Using available technology and statewide voter registration databases, SDR can be implemented efficiently and well. Although some say voter registration deadlines are required for the security of an election, studies have shown there is little to no correlation between the arbitrary date chosen to end voter registration and the ability of the state to run a smooth election. In Maine, as with many other states, there has never been a single prosecution of fraudulent SDR voting despite its use for several decades.
Elected officials on both sides of the political spectrum back SDR, which helps to explain the range of states who currently use the method. In 2007, for example, Secretaries of State Ysursa (a Republican from Idaho) and Matt Dunlap (a Democrat from Maine) coauthored a New York Times commentary in support of SDR, claiming it "is a policy that is good for voters, regardless of party, and good for our democracy."
They're right. In 2008, SDR may have boosted Barack Obama, but that's because his candidacy mobilized many Americans. In 2010, SDR seems to have boosted Republicans. But wherever it's in place, it helps voters.

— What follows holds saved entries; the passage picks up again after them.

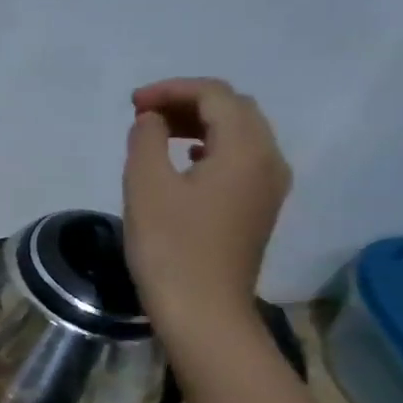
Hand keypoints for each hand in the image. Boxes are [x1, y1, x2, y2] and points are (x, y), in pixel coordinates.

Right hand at [122, 77, 290, 342]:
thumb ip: (147, 140)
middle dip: (188, 102)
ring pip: (240, 134)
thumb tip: (152, 120)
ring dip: (199, 124)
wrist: (203, 312)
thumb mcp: (146, 186)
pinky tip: (184, 161)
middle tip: (144, 114)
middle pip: (235, 110)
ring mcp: (269, 187)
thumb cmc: (170, 247)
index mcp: (246, 149)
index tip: (133, 103)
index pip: (215, 96)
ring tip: (157, 133)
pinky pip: (240, 160)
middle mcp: (269, 160)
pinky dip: (210, 148)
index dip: (172, 90)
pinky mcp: (258, 209)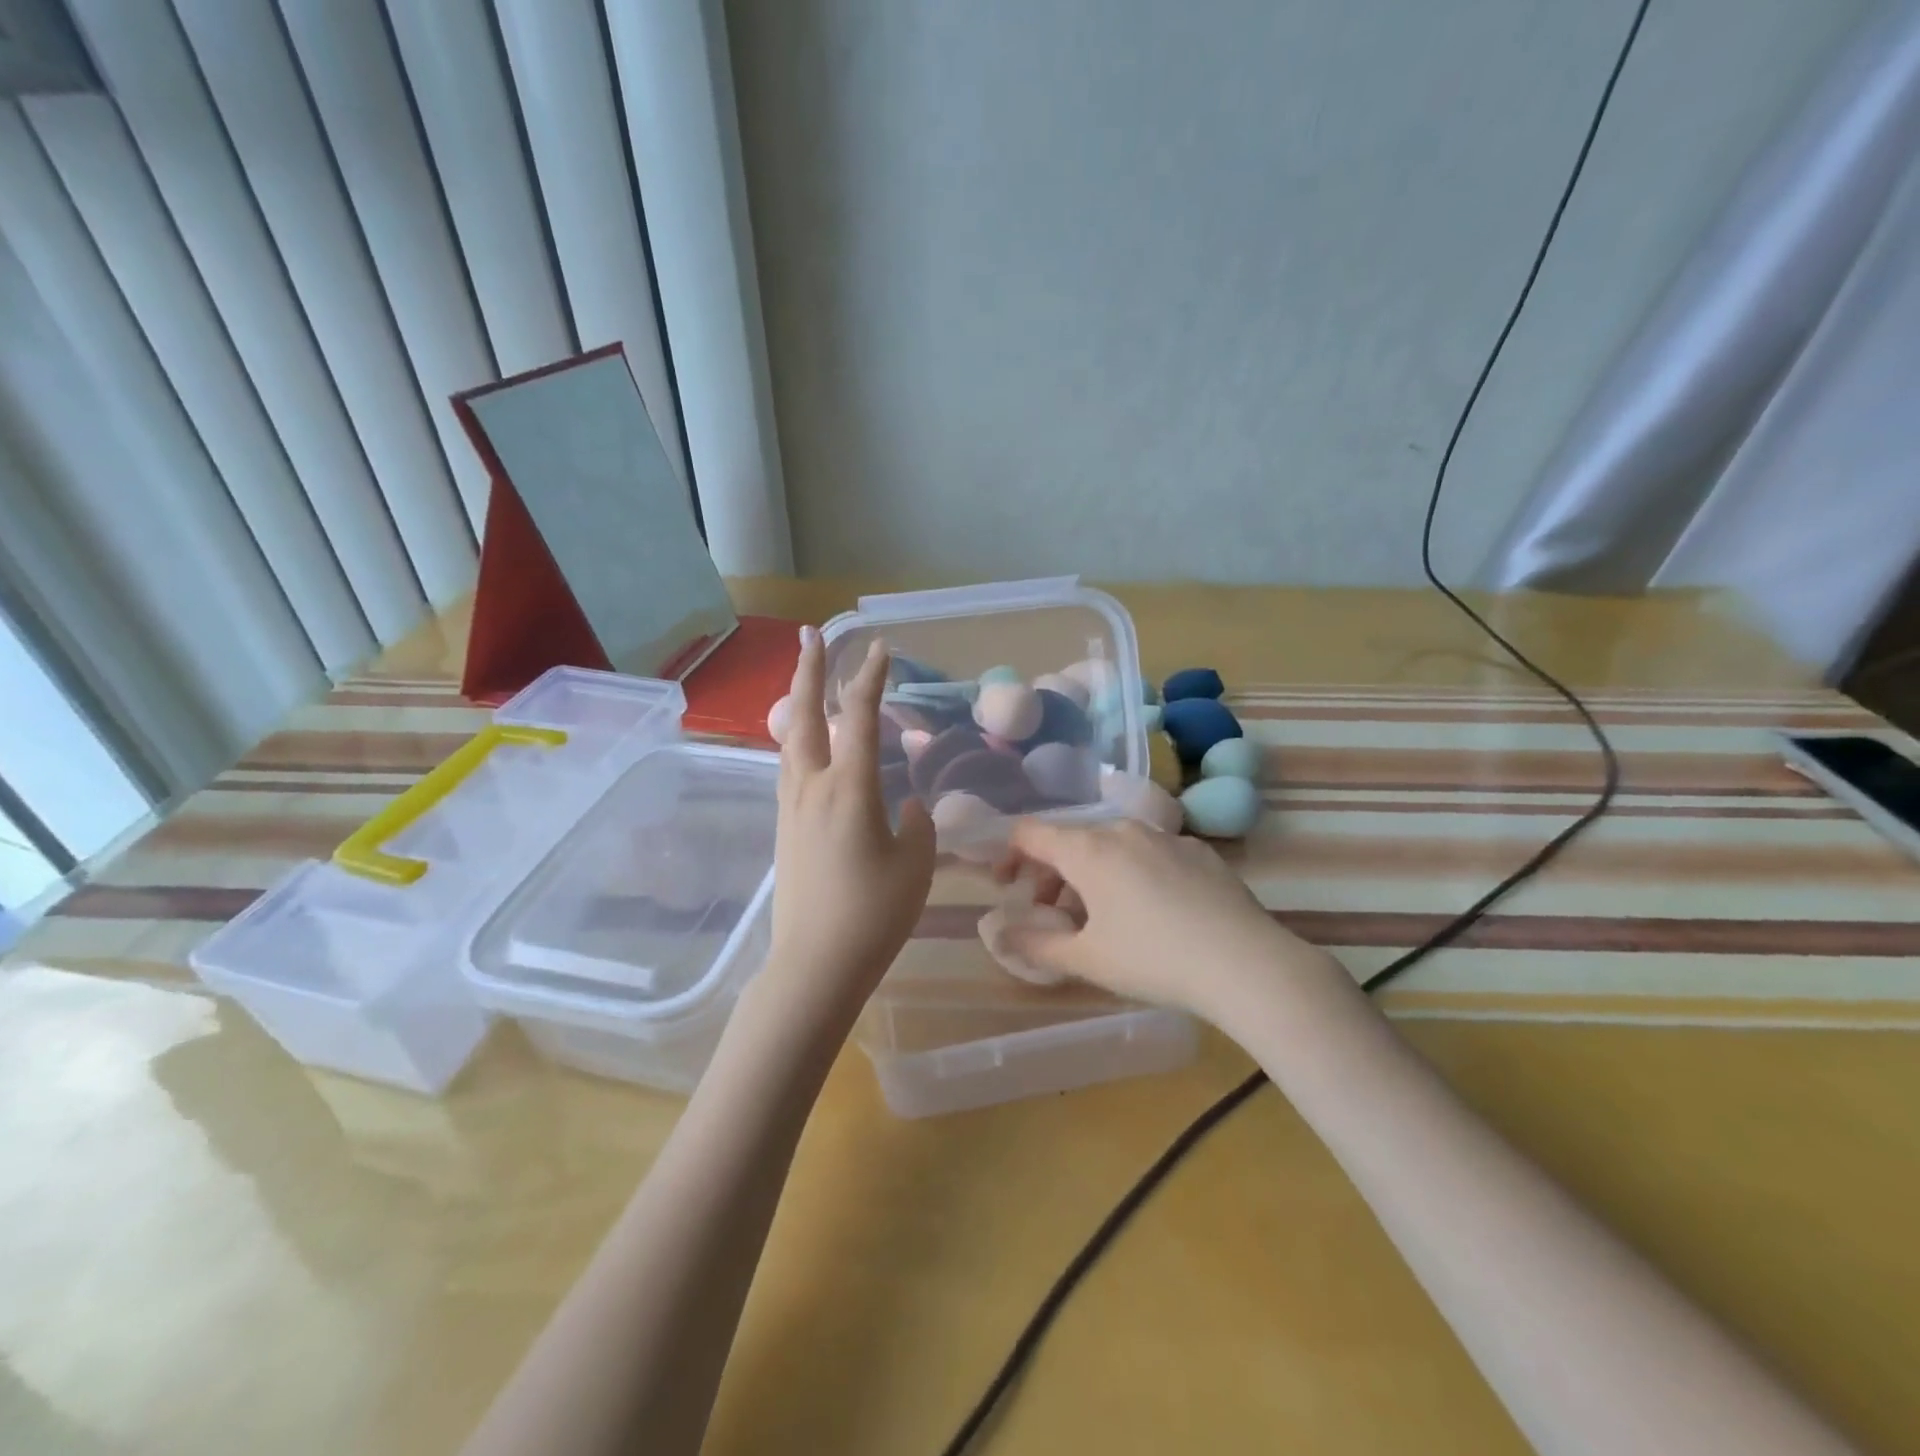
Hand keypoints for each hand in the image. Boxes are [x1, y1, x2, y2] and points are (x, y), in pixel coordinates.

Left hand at [765, 628, 936, 1022]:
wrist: (815, 963)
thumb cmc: (873, 913)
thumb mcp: (914, 865)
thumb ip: (917, 827)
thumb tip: (907, 807)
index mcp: (849, 789)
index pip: (859, 718)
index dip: (870, 679)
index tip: (879, 649)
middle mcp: (813, 787)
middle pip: (805, 716)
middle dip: (809, 672)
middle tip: (810, 637)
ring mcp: (791, 807)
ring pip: (791, 741)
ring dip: (800, 704)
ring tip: (808, 682)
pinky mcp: (784, 828)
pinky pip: (790, 768)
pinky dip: (800, 741)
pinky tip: (810, 746)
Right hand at [991, 818, 1329, 1021]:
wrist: (1247, 963)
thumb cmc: (1153, 959)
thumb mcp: (1087, 960)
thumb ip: (1035, 945)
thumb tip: (1001, 935)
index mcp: (1087, 849)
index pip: (1029, 833)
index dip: (1008, 855)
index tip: (1007, 888)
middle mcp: (1122, 829)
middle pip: (1070, 840)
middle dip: (1050, 875)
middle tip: (1052, 917)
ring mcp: (1165, 836)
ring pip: (1110, 846)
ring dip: (1091, 875)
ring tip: (1100, 919)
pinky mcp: (1199, 850)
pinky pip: (1148, 854)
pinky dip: (1131, 874)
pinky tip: (1152, 913)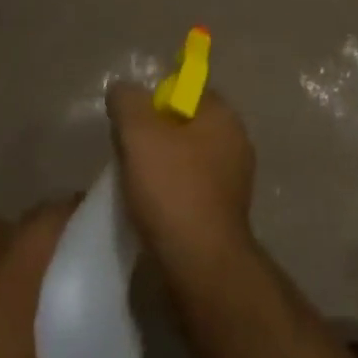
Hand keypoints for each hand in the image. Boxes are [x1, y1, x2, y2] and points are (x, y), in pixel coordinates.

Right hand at [105, 82, 255, 278]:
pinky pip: (191, 192)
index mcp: (223, 114)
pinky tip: (151, 212)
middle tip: (127, 155)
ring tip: (134, 186)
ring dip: (162, 169)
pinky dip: (171, 197)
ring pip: (187, 161)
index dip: (154, 101)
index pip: (186, 90)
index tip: (131, 124)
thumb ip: (127, 101)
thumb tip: (121, 89)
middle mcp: (235, 140)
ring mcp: (234, 181)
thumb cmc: (173, 189)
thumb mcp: (138, 133)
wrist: (200, 268)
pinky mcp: (225, 216)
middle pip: (185, 125)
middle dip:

Turning to the future, Demos reports that more than thirty non-SDR states have some form of SDR legislation in the works. This leaves eleven states (Virginia, Rhode Island, North Dakota, Louisiana, Kentucky, Kansas, Alabama, Arkansas, Delaware, Florida and Nevada) as the only states that did not consider SDR legislation in their recent legislative sessions. As more states implement SDR, we will be all the more ready for what should become a national standard: one ideally grounded in the Constitution, HJR 28- the Constitutional Right to Vote legislation would in fact make its use a requirement.
Bottom-line: being pro-voter is good for representative democracy. And that's good for all of us.